Sur la ligne de départ, « les quinze cents mètres » sont prêts à s’élancer. S’élancent effectivement sous les encouragements. Très vite, un grand brun se détache, prend sur les autres une confortable avance. Derrière, on joue des coudes à qui mieux mieux. Dans les gradins on s’agite, on tape des mains, on vocifère. Les coureurs s’égrènent, s’éparpillent tout au long de la piste. Très vite, il y en a deux qui sont irrémédiablement lâchés, suscitant, dans le public, rires et quolibets. Quand ils s’en approchent enfin, les autres ont depuis longtemps franchi la ligne d’arrivée. Ils n’en sprintent pas moins avec acharnement sous les hurlements de la foule. Le perdant – il s’en faut de quelques centimètres – est aussitôt pris en mains par deux des « heureuses élues », qui l’encadrent et le mènent, d’un pas décidé, jusqu’au podium.
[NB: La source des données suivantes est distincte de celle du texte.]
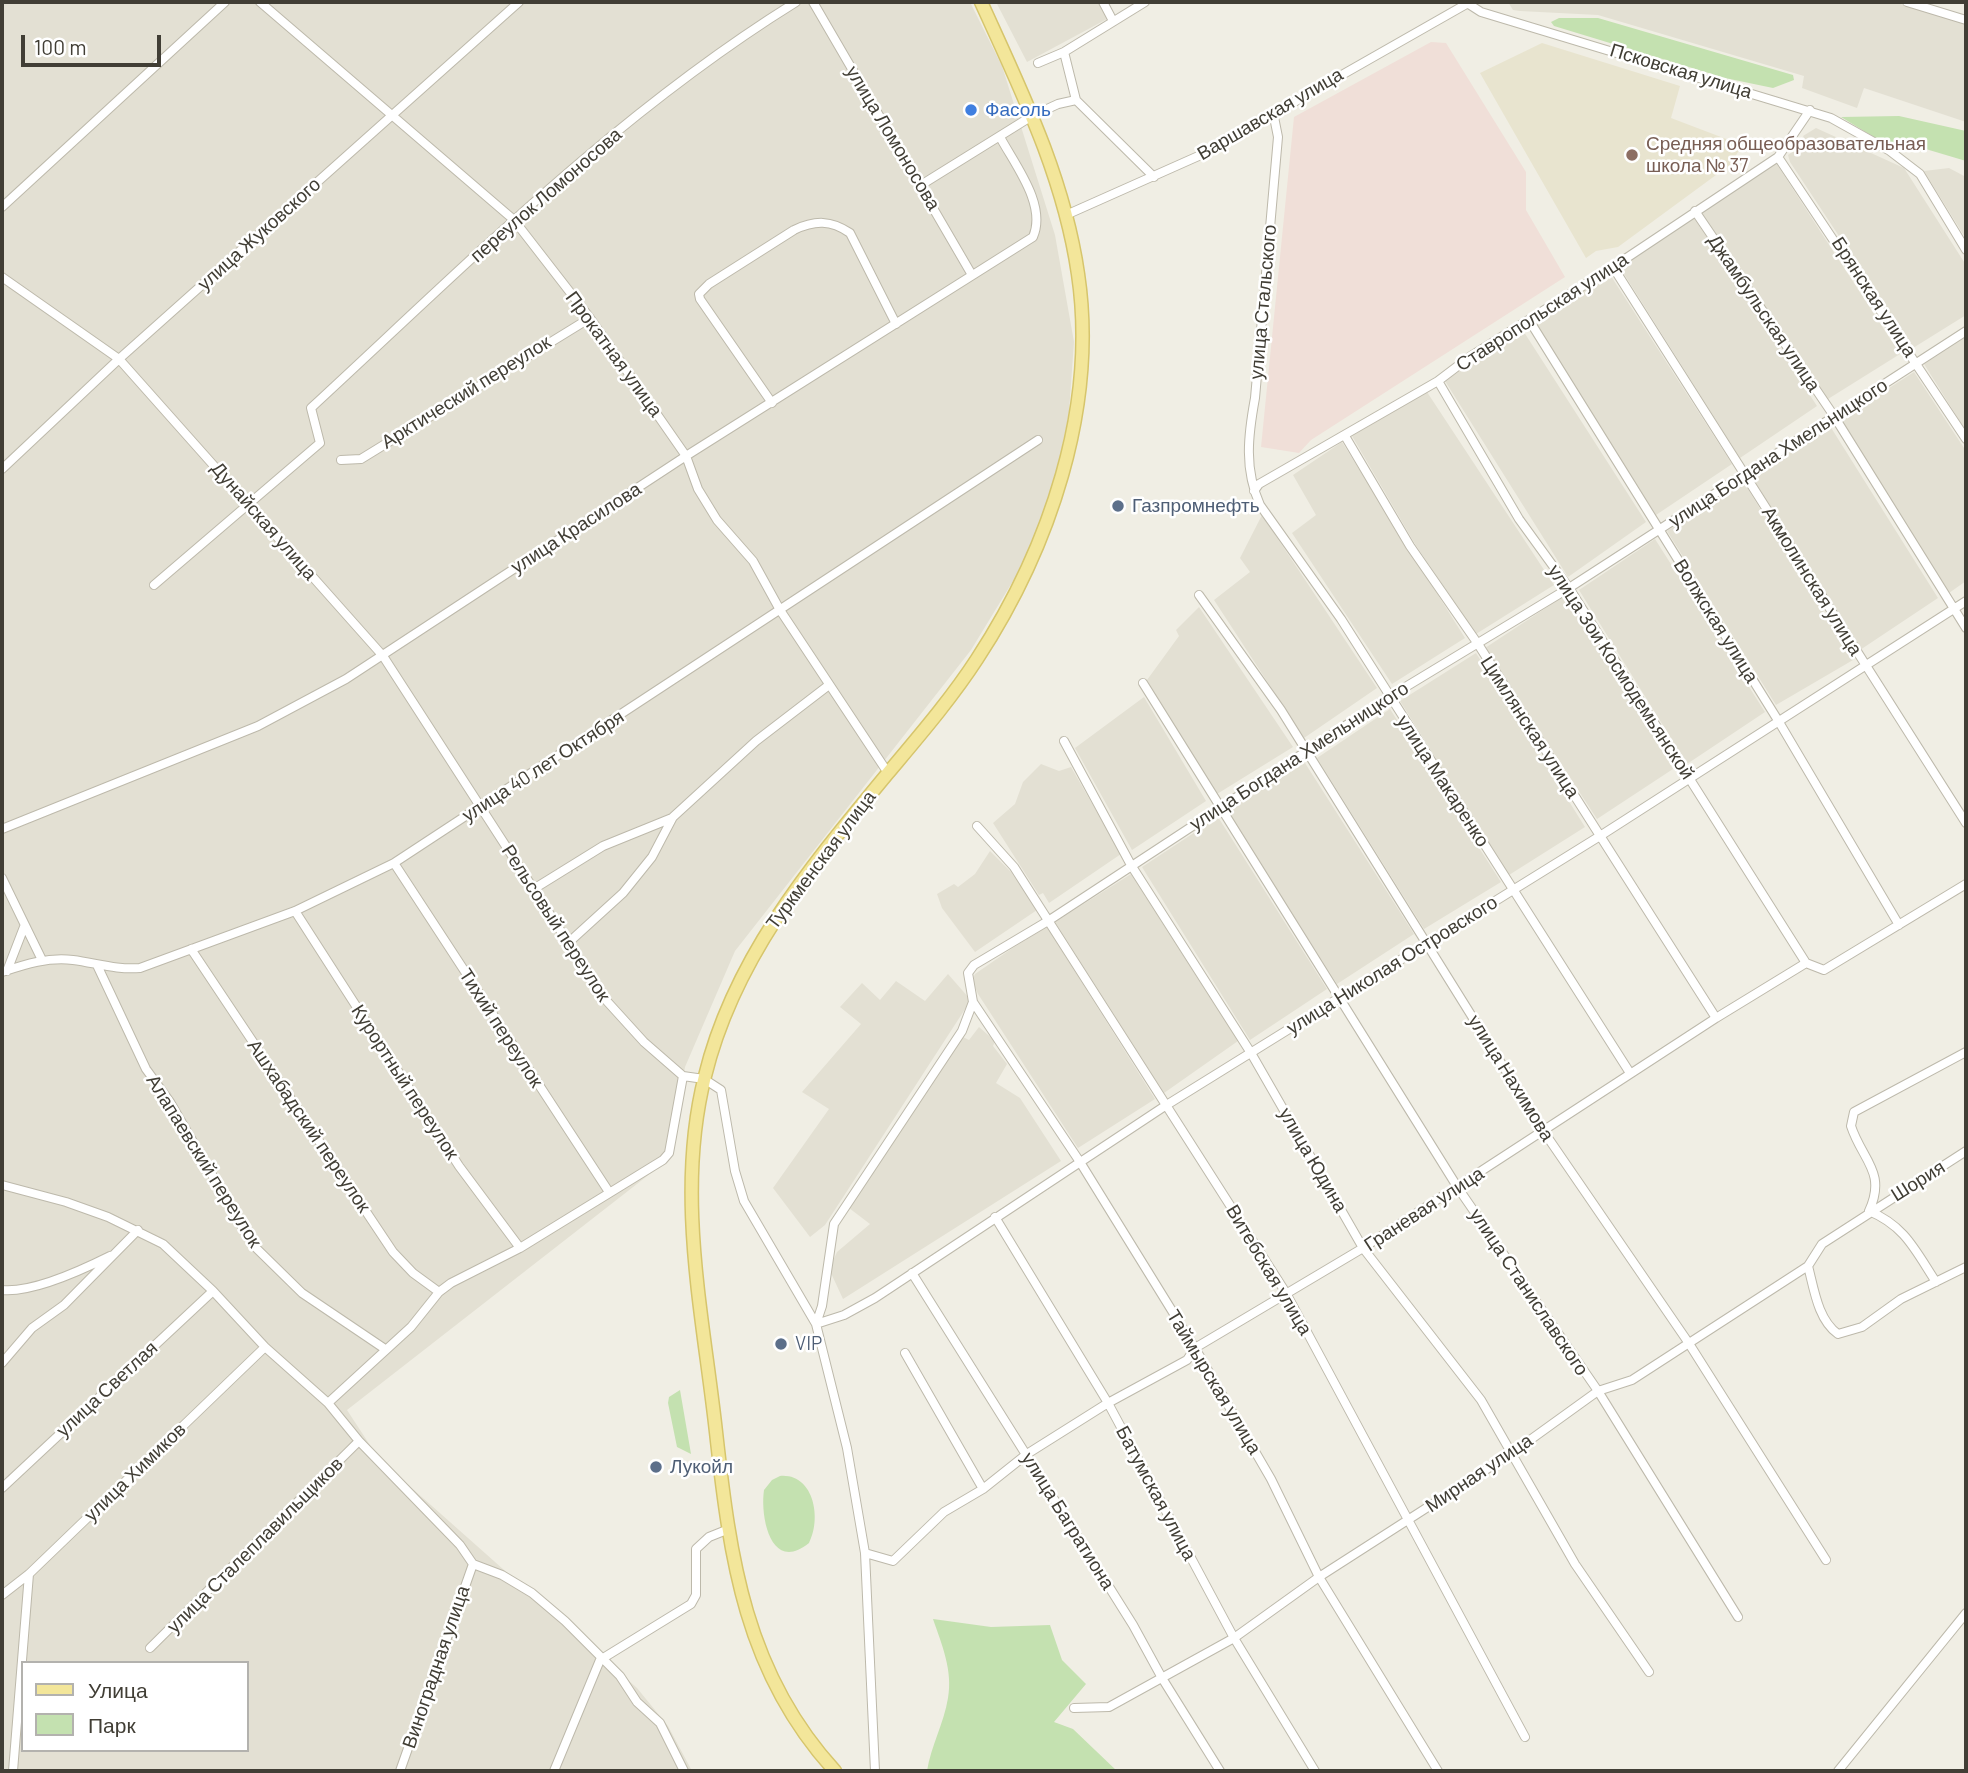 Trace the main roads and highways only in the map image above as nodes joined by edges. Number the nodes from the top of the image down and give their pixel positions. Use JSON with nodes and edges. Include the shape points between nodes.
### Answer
{"nodes":[{"id":1,"x":981,"y":2,"type":"edge"},
{"id":2,"x":835,"y":1771,"type":"edge"}],
"edges":[{"from":1,"to":2,"type":"main road","name":"Туркменская улица","via":[[1032,116],[1066,215],[1079,276],[1083,345],[1073,429],[1060,482],[1030,560],[990,638],[939,712],[797,885],[732,996],[704,1079],[692,1183],[692,1243],[744,1610],[764,1664],[804,1732]]}]} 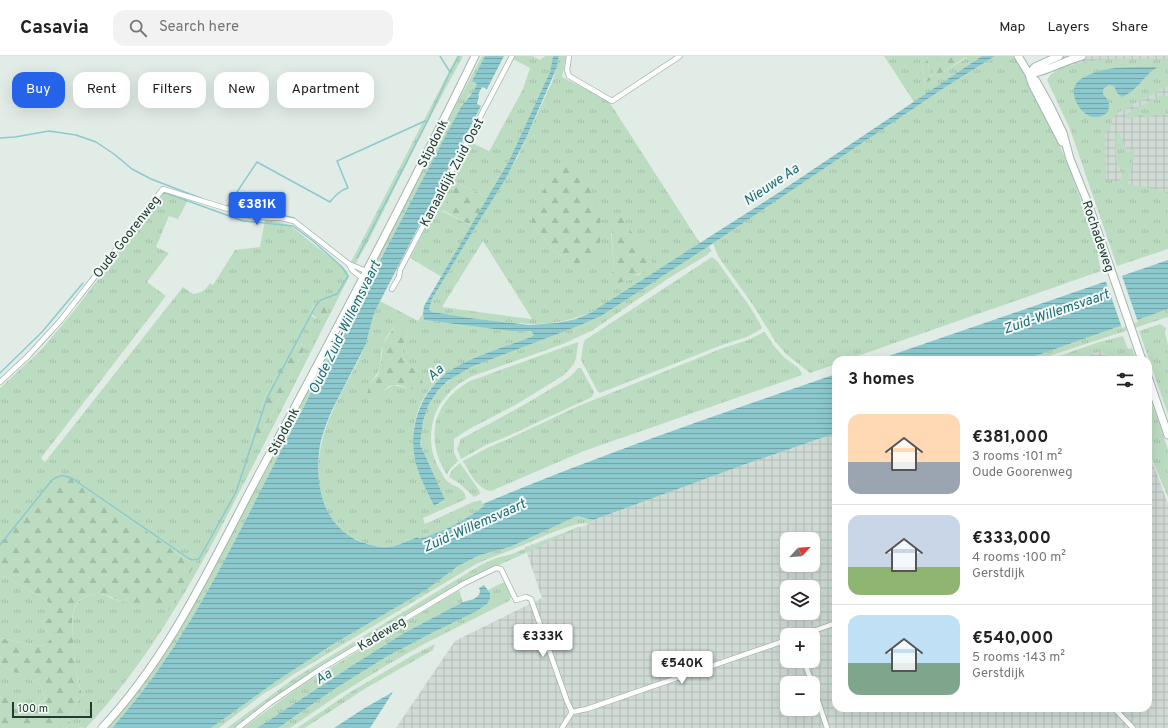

Elles l’y font agenouiller, face au public, et elles fouettent. À tour de rôle. En alternance. Elles fouettent. Un coup chacune. À toi. À moi. Ça s’inscrit, en longues traînées brunâtres, sur le dos, sur les fesses, sur les cuisses du malheureux. Les cris déchirants qu’il pousse ne les apitoient pas. On dirait, au contraire, qu’ils les stimulent : les claquées se font plus rapides, plus intenses.
Une gardienne me tombe littéralement dessus, manque me faire tomber d’une grande bourrade dans le dos.
– Qu’est-ce tu fabriques là, toi ? File au sautoir. Ça va être à vous.
C’est à nous. Je ne regarde pas les autres. Je les ignore. Je me concentre sur ce que j’ai à faire. Ma course d’élan. Mon pied d’appel. Plus rien d’autre ne compte. Il n’y a plus rien ni personne. Que moi.

Affalé sur son lit, Alrich gémit.
Les garces ! Non, mais quelles garces ! Dans quel état elles m’ont mis.
Faut reconnaître qu’elles y sont pas allées de main morte. Sur son dos, sur ses fesses, pas un coin de peau qui n’ait été labouré.
– Tu voudrais pas ?
– Quoi donc ?
– Dans mon armoire, il y a un grand tube de pommade. Si tu pouvais m’en passer, tu serais un amour.
Mes mains sur lui. Qui étalent. Qui massent. Délicatement. Le plus délicatement possible.
– Oh, putain, que ça fait du bien ! Je te revaudrai ça. Au centuple.
Il se détend, s’abandonne.
– Et toi ? T’es passé à travers, hein ! T’as fait quoi ?
– Deuxième. Et encore il s’en est fallu d’un cheveu que je ne termine premier. Cinq centimètres.
– Et en plus t’as une marge de progression. Tu viens d’arriver.
Il soupire.
– Ce qu’est malheureusement pas mon cas. Moi, je suis sur le descendoir.
– C’est une mauvaise passe. Ça va s’arranger.
– Je crois pas, non ! J’ai beau n’avoir que trente ans, il y a plein de petits signes qui ne trompent pas. Je récupère moins vite. J’ai moins de souffle. Mes jambes me lâchent par moments. Pas la peine que je me raconte des histoires. C’est ma dernière saison SIB. Après les Jeux, en septembre, je dégage. Si tu savais ce que j’appréhende !
Il se tait.
Ses fesses. Que je presse doucement. Entre lesquelles je me faufile. Il les écarte. Insensiblement. Plus franchement. Je m’y installe, m’approprie ses burnes. Que je malaxe. Que je fais rouler.
Il halète. Se retourne. M’attire vers lui. Vers sa queue raidie. Que je fais glisser entre mes lèvres. Dont j’enrobe le bout du bout de ma langue. Il gicle, presque aussitôt, les mains enfouies dans mes cheveux.